Saya berpikir. Takut basah, kah? Teman saya pun menggeleng tersenyum. Ah, mungkin takut sakit. Kalau basah-basah kan bisa sakit. Teman saya kembali mengeleng, kini dengan senyuman yang semakin lebar. Hemm.. tak habis pikir. Kira-kira kenapa ya? Saya tahu jawabannya akan "GJ", tapi tidak akan keluar dari logika. Namun apa? Saya masih kebingungan, dan akhirnya menyerah juga dengan pertanyaan tersebut.
"Karena keroyokan." teman saya pun tersenyum. Namun saya masih bingung, dan ia menangkap kebingungan saya. "Karena hujannya keroyokan. Coba, seandainya hujannya datang satu-satu, tidak keroyokan, datang samaan, mana perlu kita berlari dikejar hujan."
Yupz, benar perkataan dari temanku ini. Kalau saja hujan tidak berkerja sama (sepertinya kata keroyokan terkesan negatif ya?), tidak berkerja dalam jama'ah, tentu keberadaannya menjadi hal yang tak dianggap. Namun, lihatlah, bila tiap tetesnya turun dalam aturan-aturan yang telah ditetapkan, tidak semaunya, maka ia menjadi hal yang begitu diharapkan, sekaligus terkadang karena ulah manusia menjadi ketakutan yang luar biasa.
Ya. Kerja dalam kelompok.
Yupz, benar perkataan dari temanku ini.
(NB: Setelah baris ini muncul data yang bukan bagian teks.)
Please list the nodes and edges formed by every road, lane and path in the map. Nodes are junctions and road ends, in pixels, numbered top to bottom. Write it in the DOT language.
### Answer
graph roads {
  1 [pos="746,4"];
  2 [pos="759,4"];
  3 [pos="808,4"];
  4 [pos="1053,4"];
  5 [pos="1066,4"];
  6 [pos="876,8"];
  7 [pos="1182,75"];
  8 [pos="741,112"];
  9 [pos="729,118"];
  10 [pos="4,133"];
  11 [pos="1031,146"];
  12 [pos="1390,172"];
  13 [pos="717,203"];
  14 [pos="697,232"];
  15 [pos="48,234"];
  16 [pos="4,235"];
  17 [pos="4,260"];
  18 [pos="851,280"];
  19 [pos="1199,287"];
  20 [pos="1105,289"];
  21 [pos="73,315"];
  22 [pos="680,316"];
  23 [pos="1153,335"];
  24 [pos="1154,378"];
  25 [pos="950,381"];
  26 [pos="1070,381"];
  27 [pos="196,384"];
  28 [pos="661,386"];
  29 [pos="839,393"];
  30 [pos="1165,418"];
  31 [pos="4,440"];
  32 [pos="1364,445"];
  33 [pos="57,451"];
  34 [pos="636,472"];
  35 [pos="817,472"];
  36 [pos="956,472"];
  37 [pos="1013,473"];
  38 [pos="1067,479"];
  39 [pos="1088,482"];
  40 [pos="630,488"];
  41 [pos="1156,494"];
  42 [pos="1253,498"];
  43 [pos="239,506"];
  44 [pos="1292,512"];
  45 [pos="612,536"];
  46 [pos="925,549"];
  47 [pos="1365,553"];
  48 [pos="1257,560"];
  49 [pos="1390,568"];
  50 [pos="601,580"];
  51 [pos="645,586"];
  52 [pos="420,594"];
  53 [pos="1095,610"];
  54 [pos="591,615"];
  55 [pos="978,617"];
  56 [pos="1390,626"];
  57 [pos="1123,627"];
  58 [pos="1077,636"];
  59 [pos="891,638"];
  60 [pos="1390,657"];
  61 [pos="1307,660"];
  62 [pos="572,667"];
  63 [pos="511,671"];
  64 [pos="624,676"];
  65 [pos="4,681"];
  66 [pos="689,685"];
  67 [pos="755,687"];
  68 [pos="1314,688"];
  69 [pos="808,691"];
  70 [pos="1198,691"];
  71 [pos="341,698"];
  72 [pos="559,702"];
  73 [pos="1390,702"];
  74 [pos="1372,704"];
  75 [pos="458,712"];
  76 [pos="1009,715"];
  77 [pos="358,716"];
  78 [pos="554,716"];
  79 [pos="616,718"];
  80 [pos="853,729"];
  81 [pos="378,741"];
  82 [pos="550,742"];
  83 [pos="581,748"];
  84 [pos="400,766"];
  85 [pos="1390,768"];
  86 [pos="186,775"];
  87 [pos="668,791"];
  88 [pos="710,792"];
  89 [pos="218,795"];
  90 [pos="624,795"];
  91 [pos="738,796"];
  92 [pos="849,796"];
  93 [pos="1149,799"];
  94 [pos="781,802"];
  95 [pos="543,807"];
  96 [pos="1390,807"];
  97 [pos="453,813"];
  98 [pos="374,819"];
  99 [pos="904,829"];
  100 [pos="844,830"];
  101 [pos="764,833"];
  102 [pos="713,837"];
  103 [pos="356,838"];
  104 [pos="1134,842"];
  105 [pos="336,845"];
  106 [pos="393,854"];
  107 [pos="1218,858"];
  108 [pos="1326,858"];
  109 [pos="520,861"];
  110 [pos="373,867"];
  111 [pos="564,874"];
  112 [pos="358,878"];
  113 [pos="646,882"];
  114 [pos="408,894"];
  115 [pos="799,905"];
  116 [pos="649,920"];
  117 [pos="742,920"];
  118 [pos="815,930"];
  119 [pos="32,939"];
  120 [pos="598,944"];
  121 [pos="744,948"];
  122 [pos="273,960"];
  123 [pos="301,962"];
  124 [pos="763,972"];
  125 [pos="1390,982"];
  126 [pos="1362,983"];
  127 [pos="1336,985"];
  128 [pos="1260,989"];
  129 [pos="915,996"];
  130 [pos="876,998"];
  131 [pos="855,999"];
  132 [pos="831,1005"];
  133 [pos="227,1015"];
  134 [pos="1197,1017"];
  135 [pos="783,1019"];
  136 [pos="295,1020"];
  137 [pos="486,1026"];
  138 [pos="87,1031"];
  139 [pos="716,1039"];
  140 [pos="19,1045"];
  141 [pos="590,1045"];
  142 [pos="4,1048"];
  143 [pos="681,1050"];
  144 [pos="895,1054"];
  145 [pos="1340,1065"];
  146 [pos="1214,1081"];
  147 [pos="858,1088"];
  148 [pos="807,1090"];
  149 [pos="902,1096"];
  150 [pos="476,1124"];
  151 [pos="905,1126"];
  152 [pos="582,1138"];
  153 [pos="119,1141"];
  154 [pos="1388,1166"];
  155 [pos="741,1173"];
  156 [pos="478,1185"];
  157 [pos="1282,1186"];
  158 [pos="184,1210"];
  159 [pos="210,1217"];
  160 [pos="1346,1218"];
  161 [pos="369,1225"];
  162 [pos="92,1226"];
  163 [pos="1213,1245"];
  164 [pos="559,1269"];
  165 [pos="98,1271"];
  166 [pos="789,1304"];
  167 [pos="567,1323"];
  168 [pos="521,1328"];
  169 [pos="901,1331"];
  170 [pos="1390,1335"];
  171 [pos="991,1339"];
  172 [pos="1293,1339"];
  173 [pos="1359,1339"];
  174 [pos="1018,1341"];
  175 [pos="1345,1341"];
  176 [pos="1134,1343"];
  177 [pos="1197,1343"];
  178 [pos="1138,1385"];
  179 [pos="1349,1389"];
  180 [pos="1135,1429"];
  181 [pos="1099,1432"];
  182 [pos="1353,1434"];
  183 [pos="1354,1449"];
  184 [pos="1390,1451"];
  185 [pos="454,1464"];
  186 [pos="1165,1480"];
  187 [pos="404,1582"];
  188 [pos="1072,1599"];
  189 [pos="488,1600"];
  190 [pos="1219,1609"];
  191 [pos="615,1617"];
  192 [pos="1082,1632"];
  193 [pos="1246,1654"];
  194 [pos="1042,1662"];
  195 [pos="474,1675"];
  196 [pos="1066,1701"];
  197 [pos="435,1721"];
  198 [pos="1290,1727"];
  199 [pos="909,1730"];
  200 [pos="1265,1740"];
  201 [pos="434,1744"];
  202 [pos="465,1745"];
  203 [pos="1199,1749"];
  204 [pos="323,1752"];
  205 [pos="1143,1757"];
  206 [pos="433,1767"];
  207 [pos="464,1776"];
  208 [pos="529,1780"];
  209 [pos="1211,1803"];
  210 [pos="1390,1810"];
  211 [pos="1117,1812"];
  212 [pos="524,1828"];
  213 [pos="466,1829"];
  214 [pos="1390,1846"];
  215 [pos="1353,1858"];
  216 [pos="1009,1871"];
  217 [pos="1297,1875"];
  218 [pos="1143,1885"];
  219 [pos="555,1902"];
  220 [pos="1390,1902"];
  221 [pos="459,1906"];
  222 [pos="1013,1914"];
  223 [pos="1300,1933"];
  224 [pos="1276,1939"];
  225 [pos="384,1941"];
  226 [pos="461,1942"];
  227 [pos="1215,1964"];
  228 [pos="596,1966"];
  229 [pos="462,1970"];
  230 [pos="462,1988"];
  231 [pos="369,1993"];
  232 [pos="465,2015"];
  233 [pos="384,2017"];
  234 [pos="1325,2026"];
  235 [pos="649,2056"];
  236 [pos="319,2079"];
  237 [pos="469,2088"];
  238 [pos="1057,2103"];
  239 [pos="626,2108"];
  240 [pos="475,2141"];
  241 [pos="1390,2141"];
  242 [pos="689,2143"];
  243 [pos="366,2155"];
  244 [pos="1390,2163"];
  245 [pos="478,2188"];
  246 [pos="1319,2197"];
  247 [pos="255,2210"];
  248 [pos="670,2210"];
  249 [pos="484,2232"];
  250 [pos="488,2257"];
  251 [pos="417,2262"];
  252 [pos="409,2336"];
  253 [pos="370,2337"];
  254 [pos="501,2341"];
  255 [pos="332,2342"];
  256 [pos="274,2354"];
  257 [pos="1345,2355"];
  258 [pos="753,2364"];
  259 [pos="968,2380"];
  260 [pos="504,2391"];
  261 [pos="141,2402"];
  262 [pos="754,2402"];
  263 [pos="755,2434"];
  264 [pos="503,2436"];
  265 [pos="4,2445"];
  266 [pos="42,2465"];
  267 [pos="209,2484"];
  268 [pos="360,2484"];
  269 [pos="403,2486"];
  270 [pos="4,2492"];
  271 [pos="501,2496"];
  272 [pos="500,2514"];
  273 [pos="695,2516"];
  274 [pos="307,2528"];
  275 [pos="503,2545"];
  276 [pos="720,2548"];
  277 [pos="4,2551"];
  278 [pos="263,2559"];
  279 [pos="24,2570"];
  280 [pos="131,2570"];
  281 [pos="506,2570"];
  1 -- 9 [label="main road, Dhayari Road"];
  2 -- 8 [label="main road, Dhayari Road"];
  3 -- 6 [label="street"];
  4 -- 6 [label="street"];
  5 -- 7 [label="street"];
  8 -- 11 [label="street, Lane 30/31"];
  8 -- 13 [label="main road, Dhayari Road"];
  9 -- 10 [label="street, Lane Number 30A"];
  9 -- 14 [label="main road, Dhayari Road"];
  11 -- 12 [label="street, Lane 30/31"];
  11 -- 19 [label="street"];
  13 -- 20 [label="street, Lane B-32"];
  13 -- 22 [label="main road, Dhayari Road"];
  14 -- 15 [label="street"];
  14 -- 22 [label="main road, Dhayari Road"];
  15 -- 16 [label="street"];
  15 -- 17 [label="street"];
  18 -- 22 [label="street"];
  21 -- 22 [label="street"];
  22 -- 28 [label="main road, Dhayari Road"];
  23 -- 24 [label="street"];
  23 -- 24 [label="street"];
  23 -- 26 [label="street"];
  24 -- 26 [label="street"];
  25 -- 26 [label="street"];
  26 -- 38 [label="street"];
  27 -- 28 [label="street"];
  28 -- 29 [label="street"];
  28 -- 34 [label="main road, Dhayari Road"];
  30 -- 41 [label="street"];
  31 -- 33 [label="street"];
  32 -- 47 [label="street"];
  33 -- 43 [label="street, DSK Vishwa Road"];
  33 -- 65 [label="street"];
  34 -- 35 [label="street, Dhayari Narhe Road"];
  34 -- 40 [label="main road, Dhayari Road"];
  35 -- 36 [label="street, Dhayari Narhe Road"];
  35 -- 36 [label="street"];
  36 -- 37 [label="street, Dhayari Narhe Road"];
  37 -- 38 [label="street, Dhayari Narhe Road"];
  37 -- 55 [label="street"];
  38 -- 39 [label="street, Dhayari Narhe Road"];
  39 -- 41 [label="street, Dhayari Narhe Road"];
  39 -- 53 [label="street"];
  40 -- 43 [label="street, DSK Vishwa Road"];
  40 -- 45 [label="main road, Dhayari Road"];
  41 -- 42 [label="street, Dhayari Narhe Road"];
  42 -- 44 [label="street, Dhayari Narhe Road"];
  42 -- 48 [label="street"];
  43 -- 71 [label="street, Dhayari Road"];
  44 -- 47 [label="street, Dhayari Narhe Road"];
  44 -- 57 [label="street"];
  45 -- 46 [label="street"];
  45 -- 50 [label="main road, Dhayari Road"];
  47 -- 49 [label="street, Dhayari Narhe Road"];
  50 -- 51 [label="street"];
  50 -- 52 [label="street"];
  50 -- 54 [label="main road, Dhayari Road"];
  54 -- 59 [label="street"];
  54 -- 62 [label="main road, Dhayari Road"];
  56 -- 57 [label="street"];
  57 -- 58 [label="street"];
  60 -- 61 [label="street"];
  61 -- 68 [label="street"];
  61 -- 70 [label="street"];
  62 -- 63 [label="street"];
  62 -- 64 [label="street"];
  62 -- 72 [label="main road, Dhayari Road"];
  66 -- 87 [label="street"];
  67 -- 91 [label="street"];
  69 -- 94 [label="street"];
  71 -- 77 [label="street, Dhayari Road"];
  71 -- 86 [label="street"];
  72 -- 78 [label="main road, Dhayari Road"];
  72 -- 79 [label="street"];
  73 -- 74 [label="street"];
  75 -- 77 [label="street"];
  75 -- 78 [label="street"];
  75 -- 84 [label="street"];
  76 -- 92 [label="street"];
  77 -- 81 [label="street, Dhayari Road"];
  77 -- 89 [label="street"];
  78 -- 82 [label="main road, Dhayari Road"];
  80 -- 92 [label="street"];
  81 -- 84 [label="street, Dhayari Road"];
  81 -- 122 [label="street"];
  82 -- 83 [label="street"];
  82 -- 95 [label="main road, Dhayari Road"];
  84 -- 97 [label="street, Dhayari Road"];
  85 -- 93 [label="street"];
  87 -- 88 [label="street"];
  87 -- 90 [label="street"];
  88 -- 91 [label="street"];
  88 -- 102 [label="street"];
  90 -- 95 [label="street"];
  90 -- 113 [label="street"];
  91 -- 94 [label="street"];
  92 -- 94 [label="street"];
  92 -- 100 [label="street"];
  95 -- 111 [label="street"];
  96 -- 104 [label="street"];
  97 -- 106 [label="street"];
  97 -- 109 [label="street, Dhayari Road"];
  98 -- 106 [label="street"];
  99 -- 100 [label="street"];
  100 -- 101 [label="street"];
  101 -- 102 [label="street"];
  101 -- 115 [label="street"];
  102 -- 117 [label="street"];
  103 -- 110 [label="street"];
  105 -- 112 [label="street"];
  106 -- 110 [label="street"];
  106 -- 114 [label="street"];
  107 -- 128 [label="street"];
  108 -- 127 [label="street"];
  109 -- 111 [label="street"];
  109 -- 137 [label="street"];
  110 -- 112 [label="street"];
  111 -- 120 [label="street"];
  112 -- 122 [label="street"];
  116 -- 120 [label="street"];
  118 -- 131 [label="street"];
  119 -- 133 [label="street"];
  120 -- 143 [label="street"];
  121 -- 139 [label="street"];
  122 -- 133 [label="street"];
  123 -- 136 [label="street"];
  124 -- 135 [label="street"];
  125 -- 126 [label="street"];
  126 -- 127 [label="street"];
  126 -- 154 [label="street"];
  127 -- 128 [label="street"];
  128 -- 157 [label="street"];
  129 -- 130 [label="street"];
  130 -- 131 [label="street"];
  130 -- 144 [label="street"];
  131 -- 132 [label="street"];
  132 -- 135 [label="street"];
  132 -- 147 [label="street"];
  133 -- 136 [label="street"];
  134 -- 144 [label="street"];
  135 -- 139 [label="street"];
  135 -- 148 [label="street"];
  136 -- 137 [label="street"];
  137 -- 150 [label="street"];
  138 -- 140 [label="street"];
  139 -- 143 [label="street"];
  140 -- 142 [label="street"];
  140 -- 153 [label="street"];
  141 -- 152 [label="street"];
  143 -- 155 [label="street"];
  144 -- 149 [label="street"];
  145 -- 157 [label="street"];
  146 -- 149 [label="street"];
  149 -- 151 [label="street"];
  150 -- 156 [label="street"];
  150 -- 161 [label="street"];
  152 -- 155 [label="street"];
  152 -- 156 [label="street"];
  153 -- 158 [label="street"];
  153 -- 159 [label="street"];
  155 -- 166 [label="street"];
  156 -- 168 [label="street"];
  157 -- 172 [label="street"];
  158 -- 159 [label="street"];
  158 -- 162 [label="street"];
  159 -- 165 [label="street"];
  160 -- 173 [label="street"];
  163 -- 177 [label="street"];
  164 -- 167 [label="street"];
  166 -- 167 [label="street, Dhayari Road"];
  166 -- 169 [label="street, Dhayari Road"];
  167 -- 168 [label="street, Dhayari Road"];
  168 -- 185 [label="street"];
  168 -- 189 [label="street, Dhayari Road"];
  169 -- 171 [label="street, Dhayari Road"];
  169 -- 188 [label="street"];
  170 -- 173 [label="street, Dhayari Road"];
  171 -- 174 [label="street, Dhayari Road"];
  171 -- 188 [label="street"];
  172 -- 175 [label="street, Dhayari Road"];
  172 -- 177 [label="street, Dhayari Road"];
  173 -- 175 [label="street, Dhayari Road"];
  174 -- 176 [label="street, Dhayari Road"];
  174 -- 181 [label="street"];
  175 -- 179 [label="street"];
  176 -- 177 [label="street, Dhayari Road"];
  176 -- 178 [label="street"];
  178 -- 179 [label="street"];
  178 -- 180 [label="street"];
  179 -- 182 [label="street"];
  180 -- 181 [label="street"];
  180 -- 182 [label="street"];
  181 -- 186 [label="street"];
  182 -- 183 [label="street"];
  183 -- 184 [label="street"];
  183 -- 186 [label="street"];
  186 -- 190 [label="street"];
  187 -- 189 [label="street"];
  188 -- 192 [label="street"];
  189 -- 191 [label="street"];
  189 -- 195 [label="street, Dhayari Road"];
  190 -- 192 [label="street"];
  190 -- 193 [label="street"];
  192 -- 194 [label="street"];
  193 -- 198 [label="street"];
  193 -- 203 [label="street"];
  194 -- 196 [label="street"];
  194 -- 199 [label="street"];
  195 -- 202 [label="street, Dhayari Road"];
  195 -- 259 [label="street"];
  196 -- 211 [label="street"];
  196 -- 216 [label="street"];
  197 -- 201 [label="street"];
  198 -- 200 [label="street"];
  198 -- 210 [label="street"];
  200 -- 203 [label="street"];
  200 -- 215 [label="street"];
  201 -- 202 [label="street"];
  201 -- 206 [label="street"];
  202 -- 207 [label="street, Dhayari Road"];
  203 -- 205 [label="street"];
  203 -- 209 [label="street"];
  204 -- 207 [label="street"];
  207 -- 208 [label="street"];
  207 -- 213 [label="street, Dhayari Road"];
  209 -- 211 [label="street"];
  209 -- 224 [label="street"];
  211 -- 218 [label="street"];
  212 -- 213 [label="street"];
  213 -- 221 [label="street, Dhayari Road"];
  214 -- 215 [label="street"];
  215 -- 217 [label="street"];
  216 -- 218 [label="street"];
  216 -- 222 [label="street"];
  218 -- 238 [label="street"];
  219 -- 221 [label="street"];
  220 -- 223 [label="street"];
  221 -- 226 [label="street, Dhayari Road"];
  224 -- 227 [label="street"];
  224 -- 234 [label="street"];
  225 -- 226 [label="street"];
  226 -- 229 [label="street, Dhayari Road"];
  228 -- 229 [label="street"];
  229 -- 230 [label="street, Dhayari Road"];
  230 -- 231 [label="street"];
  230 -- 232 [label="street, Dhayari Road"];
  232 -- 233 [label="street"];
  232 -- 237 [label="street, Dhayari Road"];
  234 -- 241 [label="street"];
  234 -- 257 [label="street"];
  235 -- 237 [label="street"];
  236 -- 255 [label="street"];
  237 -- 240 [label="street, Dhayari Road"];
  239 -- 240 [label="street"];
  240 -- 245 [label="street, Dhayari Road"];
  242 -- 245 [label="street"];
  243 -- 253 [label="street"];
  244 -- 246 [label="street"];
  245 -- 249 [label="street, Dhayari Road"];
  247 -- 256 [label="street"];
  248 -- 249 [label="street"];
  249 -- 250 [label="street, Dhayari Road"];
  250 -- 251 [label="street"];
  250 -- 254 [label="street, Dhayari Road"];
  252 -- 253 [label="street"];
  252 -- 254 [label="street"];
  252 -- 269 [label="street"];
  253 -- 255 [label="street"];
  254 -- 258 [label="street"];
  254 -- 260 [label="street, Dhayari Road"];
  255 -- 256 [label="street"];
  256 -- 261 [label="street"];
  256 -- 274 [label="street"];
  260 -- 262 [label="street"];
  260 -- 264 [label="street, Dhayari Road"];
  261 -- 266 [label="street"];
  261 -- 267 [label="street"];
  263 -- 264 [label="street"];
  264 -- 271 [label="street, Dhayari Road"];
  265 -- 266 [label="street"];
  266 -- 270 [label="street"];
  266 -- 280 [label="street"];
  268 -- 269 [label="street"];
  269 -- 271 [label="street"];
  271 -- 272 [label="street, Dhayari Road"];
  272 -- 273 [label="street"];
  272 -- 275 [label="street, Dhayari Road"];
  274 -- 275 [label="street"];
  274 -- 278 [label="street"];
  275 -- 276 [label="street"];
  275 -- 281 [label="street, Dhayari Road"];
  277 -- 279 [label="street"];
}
Kalau saja hujan tidak berkerja sama (sepertinya kata keroyokan terkesan negatif ya?), tidak berkerja dalam jama'ah, tentu keberadaannya menjadi hal yang tak dianggap. Namun, lihatlah, bila tiap tetesnya turun dalam aturan-aturan yang telah ditetapkan, tidak semaunya, maka ia menjadi hal yang begitu diharapkan, sekaligus terkadang karena ulah manusia menjadi ketakutan yang luar biasa.
Ya. Kerja dalam kelompok.
***
Tersebutlah seorang pemuda yang hidup pada masa kekhalifahan 'Umar ibn Khattab, sang pembeda antara yang haq dengan yang bathil. Di saat yang masih begitu dekat dengan kenabian tersebut, di saat pemimpinnya adalah orang yang begitu amanah, ia begitu menawan, bersinar akan akhlaknya. Tak terlihat sedikit pun cela dalam pribadinya. Hingga ia menimbulkan decak kagum di antara orang-orang yang mencintainya.
Suatu hari, dalam shalat berjama'ah shubuh, sang khalifah merasa kehilangan dirinya. Ah, kemana kah pemuda yang begitu luar biasa tersebut, pikir sang khalifah. Terbersit pikiran buruk dalam kalbu. Namun segera ditepisnya. Setelah melakukan semua sunnah selesai shalat subuh, bergegaslah khalifah yang agung ini menuju rumah sang pemuda tersebut.
Ya Allah, berkahilah kami dengan pemimpin yang bahkan menuju rumah kami ketika kami tidak shalat subuh berjama'ah..
Dan tibalah ia di depan rumah sang pemuda tersebut. Ditanyakan perihal mengapa sang pemuda tersebut tidak shalat masjid pagi ini. Sang istri menjawab, bahwa sang suami telah shalat malam hingga semalaman, hingga menjelang fajar, hingga ia kepayahan. Sehingga, saking payahnya, ia pun akhirnya shalat di rumahnya saja.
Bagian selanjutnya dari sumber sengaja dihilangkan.